Los tiempos que vivimos, al igual
que los de Jesús, ponen ante nuestros ojos, y a veces nos hacen vivir en carne
propia, mil formas distintas de falta de libertad, paz, fraternidad y sentido
religioso. La alegría de que Jesús habla no puede pasar por encima de nuestra
realidad. Él nos la da para que podamos afirmar nuestra libertad y dignidad
frente a todo abuso u opresión; para mantener la paz en nuestros corazones y
construirla en la sociedad por medio de la justicia; y para movernos en todo
con el sentido de Dios que nos hace trascender las realidades puramente
temporales.
Los evangelios no se escribieron
en circunstancias felices.

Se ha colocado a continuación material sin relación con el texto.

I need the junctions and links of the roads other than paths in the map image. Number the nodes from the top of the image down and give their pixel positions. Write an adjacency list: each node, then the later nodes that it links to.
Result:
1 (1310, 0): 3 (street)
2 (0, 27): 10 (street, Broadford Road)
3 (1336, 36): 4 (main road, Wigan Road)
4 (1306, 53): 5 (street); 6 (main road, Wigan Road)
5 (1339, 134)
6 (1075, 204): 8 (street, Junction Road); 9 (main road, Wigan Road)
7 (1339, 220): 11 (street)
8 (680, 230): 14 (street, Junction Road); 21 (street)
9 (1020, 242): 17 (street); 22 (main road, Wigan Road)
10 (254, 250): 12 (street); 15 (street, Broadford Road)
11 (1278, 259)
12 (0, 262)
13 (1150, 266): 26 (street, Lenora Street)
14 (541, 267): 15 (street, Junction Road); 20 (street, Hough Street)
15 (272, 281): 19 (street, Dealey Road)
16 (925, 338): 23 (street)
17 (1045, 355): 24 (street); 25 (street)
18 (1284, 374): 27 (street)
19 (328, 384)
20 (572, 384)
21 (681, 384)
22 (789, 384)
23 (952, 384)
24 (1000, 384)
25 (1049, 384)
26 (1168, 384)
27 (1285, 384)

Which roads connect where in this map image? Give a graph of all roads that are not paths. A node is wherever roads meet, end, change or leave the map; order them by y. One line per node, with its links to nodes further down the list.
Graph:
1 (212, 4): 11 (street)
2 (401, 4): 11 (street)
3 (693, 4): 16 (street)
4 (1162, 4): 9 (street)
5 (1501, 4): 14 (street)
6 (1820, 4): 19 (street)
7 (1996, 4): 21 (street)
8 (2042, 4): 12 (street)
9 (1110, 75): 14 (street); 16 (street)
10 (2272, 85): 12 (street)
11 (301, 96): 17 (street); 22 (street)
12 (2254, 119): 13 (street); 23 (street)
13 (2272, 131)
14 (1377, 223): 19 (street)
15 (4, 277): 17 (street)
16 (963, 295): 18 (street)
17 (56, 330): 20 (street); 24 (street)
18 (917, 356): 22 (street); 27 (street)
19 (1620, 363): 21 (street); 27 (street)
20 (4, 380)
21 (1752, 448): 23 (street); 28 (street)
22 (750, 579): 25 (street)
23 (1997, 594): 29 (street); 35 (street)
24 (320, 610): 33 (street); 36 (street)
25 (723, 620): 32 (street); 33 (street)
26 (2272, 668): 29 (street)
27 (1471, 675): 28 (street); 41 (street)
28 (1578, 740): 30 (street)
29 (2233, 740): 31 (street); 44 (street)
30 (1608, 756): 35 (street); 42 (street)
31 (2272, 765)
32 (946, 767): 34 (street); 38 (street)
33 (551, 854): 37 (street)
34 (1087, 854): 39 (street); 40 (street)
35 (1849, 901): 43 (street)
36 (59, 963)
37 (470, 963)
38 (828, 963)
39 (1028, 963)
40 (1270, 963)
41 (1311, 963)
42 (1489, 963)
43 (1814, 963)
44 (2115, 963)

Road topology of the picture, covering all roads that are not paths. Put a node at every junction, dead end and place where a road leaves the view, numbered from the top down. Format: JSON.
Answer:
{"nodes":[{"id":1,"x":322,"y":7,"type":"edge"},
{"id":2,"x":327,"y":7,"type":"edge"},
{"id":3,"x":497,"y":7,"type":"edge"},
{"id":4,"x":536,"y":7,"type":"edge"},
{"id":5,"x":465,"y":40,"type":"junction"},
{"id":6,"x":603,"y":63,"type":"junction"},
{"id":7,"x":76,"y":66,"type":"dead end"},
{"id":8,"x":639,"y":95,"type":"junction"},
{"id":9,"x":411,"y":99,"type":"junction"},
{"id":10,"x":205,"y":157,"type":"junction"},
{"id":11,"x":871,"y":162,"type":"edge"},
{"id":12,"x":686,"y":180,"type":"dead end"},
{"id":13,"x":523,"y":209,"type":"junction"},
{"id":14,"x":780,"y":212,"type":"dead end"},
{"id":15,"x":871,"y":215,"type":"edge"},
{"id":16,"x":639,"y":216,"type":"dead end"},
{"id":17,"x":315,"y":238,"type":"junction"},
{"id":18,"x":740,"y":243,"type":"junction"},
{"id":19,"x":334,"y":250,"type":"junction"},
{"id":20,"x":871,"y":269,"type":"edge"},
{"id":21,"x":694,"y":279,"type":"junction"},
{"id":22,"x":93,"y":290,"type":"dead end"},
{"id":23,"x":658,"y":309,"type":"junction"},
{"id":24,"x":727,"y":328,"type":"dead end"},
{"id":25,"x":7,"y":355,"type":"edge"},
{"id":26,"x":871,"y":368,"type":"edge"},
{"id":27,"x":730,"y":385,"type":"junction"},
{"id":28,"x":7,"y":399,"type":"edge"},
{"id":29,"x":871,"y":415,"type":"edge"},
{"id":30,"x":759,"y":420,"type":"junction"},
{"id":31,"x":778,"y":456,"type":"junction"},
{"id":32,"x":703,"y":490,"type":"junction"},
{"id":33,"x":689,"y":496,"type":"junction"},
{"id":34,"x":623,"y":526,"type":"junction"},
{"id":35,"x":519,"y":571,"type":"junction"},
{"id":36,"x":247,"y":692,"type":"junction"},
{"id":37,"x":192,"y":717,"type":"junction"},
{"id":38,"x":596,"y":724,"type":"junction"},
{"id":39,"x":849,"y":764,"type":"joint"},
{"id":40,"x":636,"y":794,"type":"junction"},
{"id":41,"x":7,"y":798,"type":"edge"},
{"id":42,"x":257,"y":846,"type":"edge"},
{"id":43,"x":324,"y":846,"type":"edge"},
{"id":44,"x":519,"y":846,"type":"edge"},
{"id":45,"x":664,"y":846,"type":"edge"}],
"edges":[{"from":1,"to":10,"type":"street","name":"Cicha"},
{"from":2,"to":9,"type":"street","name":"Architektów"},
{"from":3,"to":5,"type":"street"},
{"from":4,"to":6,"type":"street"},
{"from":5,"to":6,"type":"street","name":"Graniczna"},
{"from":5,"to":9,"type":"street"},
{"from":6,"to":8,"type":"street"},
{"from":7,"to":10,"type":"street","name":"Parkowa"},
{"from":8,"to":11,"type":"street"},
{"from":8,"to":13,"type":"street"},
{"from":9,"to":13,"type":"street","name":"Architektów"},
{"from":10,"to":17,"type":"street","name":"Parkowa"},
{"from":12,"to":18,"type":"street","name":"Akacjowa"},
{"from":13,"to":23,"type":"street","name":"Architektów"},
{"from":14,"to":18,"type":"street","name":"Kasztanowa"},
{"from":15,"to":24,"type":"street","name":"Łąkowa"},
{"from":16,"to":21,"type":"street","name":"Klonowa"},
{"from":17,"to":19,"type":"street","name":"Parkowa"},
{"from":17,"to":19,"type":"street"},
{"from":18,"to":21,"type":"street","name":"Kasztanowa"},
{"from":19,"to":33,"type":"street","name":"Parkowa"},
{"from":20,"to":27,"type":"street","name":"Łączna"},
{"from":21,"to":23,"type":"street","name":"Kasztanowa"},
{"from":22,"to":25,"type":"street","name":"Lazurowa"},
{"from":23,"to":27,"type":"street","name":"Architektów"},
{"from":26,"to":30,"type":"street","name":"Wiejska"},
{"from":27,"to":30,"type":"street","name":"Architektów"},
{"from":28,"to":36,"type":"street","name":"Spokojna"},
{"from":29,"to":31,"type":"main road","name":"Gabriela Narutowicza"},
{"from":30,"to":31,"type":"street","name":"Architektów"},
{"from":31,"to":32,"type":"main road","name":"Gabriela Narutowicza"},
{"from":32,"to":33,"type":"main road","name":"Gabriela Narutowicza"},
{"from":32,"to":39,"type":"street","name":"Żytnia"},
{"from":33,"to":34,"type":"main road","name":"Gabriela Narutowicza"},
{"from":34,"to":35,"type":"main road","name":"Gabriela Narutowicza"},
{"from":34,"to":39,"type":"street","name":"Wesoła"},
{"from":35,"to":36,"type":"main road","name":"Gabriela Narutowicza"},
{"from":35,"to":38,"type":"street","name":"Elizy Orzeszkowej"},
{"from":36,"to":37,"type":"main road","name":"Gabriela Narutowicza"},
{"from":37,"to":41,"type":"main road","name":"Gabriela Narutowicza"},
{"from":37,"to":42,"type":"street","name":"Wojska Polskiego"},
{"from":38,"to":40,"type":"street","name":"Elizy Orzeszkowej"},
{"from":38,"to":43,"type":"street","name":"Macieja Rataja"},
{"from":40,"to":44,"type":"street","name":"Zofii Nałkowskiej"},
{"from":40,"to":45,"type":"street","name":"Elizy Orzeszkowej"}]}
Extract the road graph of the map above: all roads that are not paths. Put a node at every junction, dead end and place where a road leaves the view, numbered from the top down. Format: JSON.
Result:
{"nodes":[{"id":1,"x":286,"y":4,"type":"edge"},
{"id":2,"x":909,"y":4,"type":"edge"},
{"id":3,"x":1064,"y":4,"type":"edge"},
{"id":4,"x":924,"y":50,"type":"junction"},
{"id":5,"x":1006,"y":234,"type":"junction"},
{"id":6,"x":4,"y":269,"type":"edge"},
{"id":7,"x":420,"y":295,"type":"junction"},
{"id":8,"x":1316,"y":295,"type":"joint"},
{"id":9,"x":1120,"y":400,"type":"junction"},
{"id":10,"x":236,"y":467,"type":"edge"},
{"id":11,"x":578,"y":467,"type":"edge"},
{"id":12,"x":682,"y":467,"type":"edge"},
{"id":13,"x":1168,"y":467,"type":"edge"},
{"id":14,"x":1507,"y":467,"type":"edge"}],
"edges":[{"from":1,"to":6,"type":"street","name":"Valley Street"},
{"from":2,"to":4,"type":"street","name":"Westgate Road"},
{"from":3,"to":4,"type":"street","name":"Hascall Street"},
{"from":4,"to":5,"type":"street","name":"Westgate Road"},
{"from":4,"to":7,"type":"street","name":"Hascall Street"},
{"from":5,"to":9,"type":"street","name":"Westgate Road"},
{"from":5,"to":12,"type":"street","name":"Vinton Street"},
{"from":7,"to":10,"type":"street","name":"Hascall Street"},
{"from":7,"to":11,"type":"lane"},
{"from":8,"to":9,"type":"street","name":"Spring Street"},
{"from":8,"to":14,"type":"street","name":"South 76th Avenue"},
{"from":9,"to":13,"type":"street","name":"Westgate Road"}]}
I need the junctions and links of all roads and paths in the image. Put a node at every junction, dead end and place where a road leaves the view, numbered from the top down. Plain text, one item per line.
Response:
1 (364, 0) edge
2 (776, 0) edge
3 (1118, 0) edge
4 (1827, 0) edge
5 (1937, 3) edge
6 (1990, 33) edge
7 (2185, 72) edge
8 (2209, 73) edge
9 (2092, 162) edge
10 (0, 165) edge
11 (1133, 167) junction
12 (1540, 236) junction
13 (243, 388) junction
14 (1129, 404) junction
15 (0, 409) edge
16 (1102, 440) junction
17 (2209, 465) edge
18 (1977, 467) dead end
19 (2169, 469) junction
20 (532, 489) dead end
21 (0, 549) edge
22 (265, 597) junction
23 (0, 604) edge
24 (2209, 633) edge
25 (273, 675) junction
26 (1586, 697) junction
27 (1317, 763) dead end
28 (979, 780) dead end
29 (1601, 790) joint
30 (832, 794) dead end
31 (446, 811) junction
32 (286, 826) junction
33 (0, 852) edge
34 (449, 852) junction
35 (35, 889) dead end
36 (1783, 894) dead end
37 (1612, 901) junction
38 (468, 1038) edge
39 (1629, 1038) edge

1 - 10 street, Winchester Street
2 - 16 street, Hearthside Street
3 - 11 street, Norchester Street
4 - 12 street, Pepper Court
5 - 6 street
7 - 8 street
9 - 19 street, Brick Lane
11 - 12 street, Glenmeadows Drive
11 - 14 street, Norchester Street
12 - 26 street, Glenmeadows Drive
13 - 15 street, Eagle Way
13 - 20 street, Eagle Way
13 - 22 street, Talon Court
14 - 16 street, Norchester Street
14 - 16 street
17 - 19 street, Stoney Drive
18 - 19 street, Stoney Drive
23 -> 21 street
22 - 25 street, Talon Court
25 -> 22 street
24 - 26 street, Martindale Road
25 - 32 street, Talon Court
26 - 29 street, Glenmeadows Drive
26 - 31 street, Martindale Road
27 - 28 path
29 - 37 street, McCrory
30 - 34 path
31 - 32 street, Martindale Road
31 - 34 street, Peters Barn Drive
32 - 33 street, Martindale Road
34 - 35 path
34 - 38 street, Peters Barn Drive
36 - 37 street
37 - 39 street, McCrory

El evangelio de Juan, concretamente, surgió en una
comunidad que había ya experimentado las persecuciones con que se quiso
destruir desde sus inicios la fe cristiana. Jesús mismo habla de la alegría en
su cena de despedida, cuando sabe ya que le espera la cruz. Tampoco las más
bellas páginas de la Biblia sobre la alegría, la esperanza y la realización del
anhelo del hombre fueron escritas en los tiempos de prosperidad de Israel, sino
en tiempos de sus mayores crisis.
Los profetas enseñaron al pueblo a
afirmarse en la esperanza cuando más desesperado estaba en el exilio. Y la
razón fundamental por la que se puede conservar la alegría del corazón en
cualquier circunstancia la da San Pablo: Si
Dios está con nosotros, ¿quién estará contra nosotros? (Rom 8, 31). Por
consiguiente, no es que el dolor cause alegría –obviamente eso no se puede
decir–, ni que sea bueno soñar en una existencia sin cruz, sin sufrimientos y
penas.
La alegría surge cuando, por la
fe, se asume el dolor no como fatalidad, sino como ocasión para sentir la
presencia solidaria de Jesús, que llena con su amor todo el abatimiento y consternación
que produce. Las pruebas y sufrimientos inherentes a la existencia terrena se
aprecian así ya no de manera puramente resignada y pasiva, sino como
oportunidad para que nazca algo nuevo cargado de sentido. Es el significado de
la imagen de la parturienta que sabe que sus dolores anteceden a la alegría por
el nacimiento del niño.
Jesús hace ver también que la alegría
verdadera es un don de lo alto. No es alegría completa ni duradera la que se
busca ganando más y más dinero ni logrando éxitos según el mundo. La alegría
verdadera es la que proviene de lo que Dios hace en nuestro favor. Se trata,
por tanto, de poner como fundamento de nuestra dicha y felicidad la fidelidad
del amor de Dios, que nos asegura siempre con su presencia a nuestro lado el
poder de su resurrección sobre la maldad del mundo y sobre nuestros errores y
pecado. De todo esto saldremos
triunfantes gracias a aquel que nos amó (Rom 8, 37).
Finalmente, el tiempo que
transcurre entre la partida del Señor y su retorno queda designado por Jesús
como el tiempo de la esperanza, que se alimenta con la oración confiada y
eficaz. En ese día, es decir, en el
tiempo de su presencia resucitada, en
el día del Señor en que vivimos, ya no tendrán necesidad de preguntarme
(pedirme) nada. Les aseguro que el Padre les concederá todo.